### PROBLEM STATEMENT:
An exact transcription of every record is needed.

[[ MATERIAL FOR THIS EXERCISE open ]]

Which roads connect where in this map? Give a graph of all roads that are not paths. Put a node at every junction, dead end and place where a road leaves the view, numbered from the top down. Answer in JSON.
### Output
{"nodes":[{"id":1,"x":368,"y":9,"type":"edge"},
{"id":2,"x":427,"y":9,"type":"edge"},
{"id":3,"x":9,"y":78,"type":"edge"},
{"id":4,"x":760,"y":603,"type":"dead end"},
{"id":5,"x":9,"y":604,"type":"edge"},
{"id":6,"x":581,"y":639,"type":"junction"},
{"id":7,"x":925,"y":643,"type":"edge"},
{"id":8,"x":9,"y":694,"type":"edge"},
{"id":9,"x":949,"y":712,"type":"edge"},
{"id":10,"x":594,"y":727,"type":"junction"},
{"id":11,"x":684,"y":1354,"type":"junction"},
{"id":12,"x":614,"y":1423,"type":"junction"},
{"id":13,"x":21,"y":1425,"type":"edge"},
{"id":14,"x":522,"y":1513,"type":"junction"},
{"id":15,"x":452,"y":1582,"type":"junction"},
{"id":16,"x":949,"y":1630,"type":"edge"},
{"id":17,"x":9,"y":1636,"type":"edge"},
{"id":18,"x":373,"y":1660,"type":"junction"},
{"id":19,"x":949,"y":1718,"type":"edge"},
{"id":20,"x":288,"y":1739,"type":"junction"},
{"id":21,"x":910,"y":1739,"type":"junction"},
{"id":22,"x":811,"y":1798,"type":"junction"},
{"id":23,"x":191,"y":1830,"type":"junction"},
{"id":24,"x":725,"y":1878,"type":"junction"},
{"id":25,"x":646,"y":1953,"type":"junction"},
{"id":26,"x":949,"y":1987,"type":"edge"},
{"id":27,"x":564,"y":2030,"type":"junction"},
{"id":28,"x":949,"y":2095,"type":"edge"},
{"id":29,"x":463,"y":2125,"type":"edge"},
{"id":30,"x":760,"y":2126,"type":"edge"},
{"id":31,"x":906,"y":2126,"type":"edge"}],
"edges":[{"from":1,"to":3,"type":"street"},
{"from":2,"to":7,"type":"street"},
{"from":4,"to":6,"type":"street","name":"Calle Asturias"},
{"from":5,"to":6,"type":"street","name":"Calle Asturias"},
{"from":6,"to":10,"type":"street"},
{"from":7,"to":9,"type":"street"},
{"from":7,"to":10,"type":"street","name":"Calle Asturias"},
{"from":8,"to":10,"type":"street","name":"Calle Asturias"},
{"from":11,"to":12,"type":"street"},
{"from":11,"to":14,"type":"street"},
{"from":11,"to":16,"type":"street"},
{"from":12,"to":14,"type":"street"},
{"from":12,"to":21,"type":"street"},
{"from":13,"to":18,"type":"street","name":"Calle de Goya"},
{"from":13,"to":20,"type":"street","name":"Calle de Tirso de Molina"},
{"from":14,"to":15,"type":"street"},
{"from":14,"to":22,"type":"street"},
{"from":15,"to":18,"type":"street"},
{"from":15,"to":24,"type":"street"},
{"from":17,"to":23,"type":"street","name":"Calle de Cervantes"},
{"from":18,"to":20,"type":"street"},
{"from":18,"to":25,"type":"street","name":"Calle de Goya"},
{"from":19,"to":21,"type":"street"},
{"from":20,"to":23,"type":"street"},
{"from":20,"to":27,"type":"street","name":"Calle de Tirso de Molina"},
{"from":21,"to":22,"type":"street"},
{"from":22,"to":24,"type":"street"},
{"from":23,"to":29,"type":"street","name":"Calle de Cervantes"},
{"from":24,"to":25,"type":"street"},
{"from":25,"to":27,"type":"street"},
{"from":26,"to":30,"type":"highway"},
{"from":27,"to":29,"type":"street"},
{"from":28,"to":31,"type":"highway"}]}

[[ MATERIAL FOR THIS EXERCISE closed ]]

### EXERCISE RESULT:
Which roads connect where in this map? Give a graph of all roads that are not paths. Put a node at every junction, dead end and place where a road leaves the view, numbered from the top down. Answer in JSON.
### Output
{"nodes":[{"id":1,"x":368,"y":9,"type":"edge"},
{"id":2,"x":427,"y":9,"type":"edge"},
{"id":3,"x":9,"y":78,"type":"edge"},
{"id":4,"x":760,"y":603,"type":"dead end"},
{"id":5,"x":9,"y":604,"type":"edge"},
{"id":6,"x":581,"y":639,"type":"junction"},
{"id":7,"x":925,"y":643,"type":"edge"},
{"id":8,"x":9,"y":694,"type":"edge"},
{"id":9,"x":949,"y":712,"type":"edge"},
{"id":10,"x":594,"y":727,"type":"junction"},
{"id":11,"x":684,"y":1354,"type":"junction"},
{"id":12,"x":614,"y":1423,"type":"junction"},
{"id":13,"x":21,"y":1425,"type":"edge"},
{"id":14,"x":522,"y":1513,"type":"junction"},
{"id":15,"x":452,"y":1582,"type":"junction"},
{"id":16,"x":949,"y":1630,"type":"edge"},
{"id":17,"x":9,"y":1636,"type":"edge"},
{"id":18,"x":373,"y":1660,"type":"junction"},
{"id":19,"x":949,"y":1718,"type":"edge"},
{"id":20,"x":288,"y":1739,"type":"junction"},
{"id":21,"x":910,"y":1739,"type":"junction"},
{"id":22,"x":811,"y":1798,"type":"junction"},
{"id":23,"x":191,"y":1830,"type":"junction"},
{"id":24,"x":725,"y":1878,"type":"junction"},
{"id":25,"x":646,"y":1953,"type":"junction"},
{"id":26,"x":949,"y":1987,"type":"edge"},
{"id":27,"x":564,"y":2030,"type":"junction"},
{"id":28,"x":949,"y":2095,"type":"edge"},
{"id":29,"x":463,"y":2125,"type":"edge"},
{"id":30,"x":760,"y":2126,"type":"edge"},
{"id":31,"x":906,"y":2126,"type":"edge"}],
"edges":[{"from":1,"to":3,"type":"street"},
{"from":2,"to":7,"type":"street"},
{"from":4,"to":6,"type":"street","name":"Calle Asturias"},
{"from":5,"to":6,"type":"street","name":"Calle Asturias"},
{"from":6,"to":10,"type":"street"},
{"from":7,"to":9,"type":"street"},
{"from":7,"to":10,"type":"street","name":"Calle Asturias"},
{"from":8,"to":10,"type":"street","name":"Calle Asturias"},
{"from":11,"to":12,"type":"street"},
{"from":11,"to":14,"type":"street"},
{"from":11,"to":16,"type":"street"},
{"from":12,"to":14,"type":"street"},
{"from":12,"to":21,"type":"street"},
{"from":13,"to":18,"type":"street","name":"Calle de Goya"},
{"from":13,"to":20,"type":"street","name":"Calle de Tirso de Molina"},
{"from":14,"to":15,"type":"street"},
{"from":14,"to":22,"type":"street"},
{"from":15,"to":18,"type":"street"},
{"from":15,"to":24,"type":"street"},
{"from":17,"to":23,"type":"street","name":"Calle de Cervantes"},
{"from":18,"to":20,"type":"street"},
{"from":18,"to":25,"type":"street","name":"Calle de Goya"},
{"from":19,"to":21,"type":"street"},
{"from":20,"to":23,"type":"street"},
{"from":20,"to":27,"type":"street","name":"Calle de Tirso de Molina"},
{"from":21,"to":22,"type":"street"},
{"from":22,"to":24,"type":"street"},
{"from":23,"to":29,"type":"street","name":"Calle de Cervantes"},
{"from":24,"to":25,"type":"street"},
{"from":25,"to":27,"type":"street"},
{"from":26,"to":30,"type":"highway"},
{"from":27,"to":29,"type":"street"},
{"from":28,"to":31,"type":"highway"}]}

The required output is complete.